▸ EXERCISE DIRECTIONS:
Output every line of the material exactly.

BEGIN

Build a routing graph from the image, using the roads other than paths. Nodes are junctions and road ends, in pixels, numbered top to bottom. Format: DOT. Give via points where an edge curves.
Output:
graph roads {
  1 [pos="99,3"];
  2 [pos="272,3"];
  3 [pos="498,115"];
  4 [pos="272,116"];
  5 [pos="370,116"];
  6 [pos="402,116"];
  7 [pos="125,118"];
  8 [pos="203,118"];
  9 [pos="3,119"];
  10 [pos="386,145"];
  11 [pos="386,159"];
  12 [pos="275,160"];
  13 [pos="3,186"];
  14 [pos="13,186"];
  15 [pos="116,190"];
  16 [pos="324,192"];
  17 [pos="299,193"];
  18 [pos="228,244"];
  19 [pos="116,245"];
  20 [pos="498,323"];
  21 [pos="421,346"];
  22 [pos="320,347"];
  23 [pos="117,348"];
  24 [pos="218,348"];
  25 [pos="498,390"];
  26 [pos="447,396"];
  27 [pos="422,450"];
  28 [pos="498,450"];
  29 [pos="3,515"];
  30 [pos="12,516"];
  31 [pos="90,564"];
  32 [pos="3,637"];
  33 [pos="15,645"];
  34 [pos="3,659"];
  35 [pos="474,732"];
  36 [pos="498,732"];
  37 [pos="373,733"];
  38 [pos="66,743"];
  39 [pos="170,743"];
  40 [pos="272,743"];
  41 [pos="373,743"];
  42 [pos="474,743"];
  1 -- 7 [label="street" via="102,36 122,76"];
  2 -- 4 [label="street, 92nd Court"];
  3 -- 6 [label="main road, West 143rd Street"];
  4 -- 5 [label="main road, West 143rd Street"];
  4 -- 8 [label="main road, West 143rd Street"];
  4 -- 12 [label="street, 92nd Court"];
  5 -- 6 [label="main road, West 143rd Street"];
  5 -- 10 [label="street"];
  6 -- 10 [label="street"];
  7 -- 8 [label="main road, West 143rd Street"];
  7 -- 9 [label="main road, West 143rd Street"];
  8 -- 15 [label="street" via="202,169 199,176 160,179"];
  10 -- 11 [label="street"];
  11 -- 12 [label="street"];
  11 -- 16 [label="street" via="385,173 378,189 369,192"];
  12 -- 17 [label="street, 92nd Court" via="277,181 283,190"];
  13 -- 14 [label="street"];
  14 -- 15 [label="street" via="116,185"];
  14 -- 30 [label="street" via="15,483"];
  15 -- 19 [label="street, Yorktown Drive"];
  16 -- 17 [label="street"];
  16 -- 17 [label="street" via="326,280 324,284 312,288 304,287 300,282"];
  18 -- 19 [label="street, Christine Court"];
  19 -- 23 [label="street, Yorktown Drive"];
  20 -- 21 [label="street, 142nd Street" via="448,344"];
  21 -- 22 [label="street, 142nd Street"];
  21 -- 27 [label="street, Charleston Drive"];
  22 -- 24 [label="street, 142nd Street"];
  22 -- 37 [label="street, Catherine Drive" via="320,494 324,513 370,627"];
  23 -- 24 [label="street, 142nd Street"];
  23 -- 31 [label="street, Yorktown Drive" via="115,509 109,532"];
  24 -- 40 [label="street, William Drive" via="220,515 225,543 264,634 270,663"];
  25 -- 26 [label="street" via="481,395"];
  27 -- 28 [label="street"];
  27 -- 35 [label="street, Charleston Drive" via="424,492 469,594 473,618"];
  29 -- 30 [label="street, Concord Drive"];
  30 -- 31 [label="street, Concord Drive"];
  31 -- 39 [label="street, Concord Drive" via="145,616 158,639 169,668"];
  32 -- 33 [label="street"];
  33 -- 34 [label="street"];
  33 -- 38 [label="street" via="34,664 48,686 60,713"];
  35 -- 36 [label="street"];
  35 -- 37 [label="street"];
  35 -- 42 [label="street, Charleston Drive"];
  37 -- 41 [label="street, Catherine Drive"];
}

END

▸ OUTPUT OF THE EXERCISE:
Build a routing graph from the image, using the roads other than paths. Nodes are junctions and road ends, in pixels, numbered top to bottom. Format: DOT. Give via points where an edge curves.
Output:
graph roads {
  1 [pos="99,3"];
  2 [pos="272,3"];
  3 [pos="498,115"];
  4 [pos="272,116"];
  5 [pos="370,116"];
  6 [pos="402,116"];
  7 [pos="125,118"];
  8 [pos="203,118"];
  9 [pos="3,119"];
  10 [pos="386,145"];
  11 [pos="386,159"];
  12 [pos="275,160"];
  13 [pos="3,186"];
  14 [pos="13,186"];
  15 [pos="116,190"];
  16 [pos="324,192"];
  17 [pos="299,193"];
  18 [pos="228,244"];
  19 [pos="116,245"];
  20 [pos="498,323"];
  21 [pos="421,346"];
  22 [pos="320,347"];
  23 [pos="117,348"];
  24 [pos="218,348"];
  25 [pos="498,390"];
  26 [pos="447,396"];
  27 [pos="422,450"];
  28 [pos="498,450"];
  29 [pos="3,515"];
  30 [pos="12,516"];
  31 [pos="90,564"];
  32 [pos="3,637"];
  33 [pos="15,645"];
  34 [pos="3,659"];
  35 [pos="474,732"];
  36 [pos="498,732"];
  37 [pos="373,733"];
  38 [pos="66,743"];
  39 [pos="170,743"];
  40 [pos="272,743"];
  41 [pos="373,743"];
  42 [pos="474,743"];
  1 -- 7 [label="street" via="102,36 122,76"];
  2 -- 4 [label="street, 92nd Court"];
  3 -- 6 [label="main road, West 143rd Street"];
  4 -- 5 [label="main road, West 143rd Street"];
  4 -- 8 [label="main road, West 143rd Street"];
  4 -- 12 [label="street, 92nd Court"];
  5 -- 6 [label="main road, West 143rd Street"];
  5 -- 10 [label="street"];
  6 -- 10 [label="street"];
  7 -- 8 [label="main road, West 143rd Street"];
  7 -- 9 [label="main road, West 143rd Street"];
  8 -- 15 [label="street" via="202,169 199,176 160,179"];
  10 -- 11 [label="street"];
  11 -- 12 [label="street"];
  11 -- 16 [label="street" via="385,173 378,189 369,192"];
  12 -- 17 [label="street, 92nd Court" via="277,181 283,190"];
  13 -- 14 [label="street"];
  14 -- 15 [label="street" via="116,185"];
  14 -- 30 [label="street" via="15,483"];
  15 -- 19 [label="street, Yorktown Drive"];
  16 -- 17 [label="street"];
  16 -- 17 [label="street" via="326,280 324,284 312,288 304,287 300,282"];
  18 -- 19 [label="street, Christine Court"];
  19 -- 23 [label="street, Yorktown Drive"];
  20 -- 21 [label="street, 142nd Street" via="448,344"];
  21 -- 22 [label="street, 142nd Street"];
  21 -- 27 [label="street, Charleston Drive"];
  22 -- 24 [label="street, 142nd Street"];
  22 -- 37 [label="street, Catherine Drive" via="320,494 324,513 370,627"];
  23 -- 24 [label="street, 142nd Street"];
  23 -- 31 [label="street, Yorktown Drive" via="115,509 109,532"];
  24 -- 40 [label="street, William Drive" via="220,515 225,543 264,634 270,663"];
  25 -- 26 [label="street" via="481,395"];
  27 -- 28 [label="street"];
  27 -- 35 [label="street, Charleston Drive" via="424,492 469,594 473,618"];
  29 -- 30 [label="street, Concord Drive"];
  30 -- 31 [label="street, Concord Drive"];
  31 -- 39 [label="street, Concord Drive" via="145,616 158,639 169,668"];
  32 -- 33 [label="street"];
  33 -- 34 [label="street"];
  33 -- 38 [label="street" via="34,664 48,686 60,713"];
  35 -- 36 [label="street"];
  35 -- 37 [label="street"];
  35 -- 42 [label="street, Charleston Drive"];
  37 -- 41 [label="street, Catherine Drive"];
}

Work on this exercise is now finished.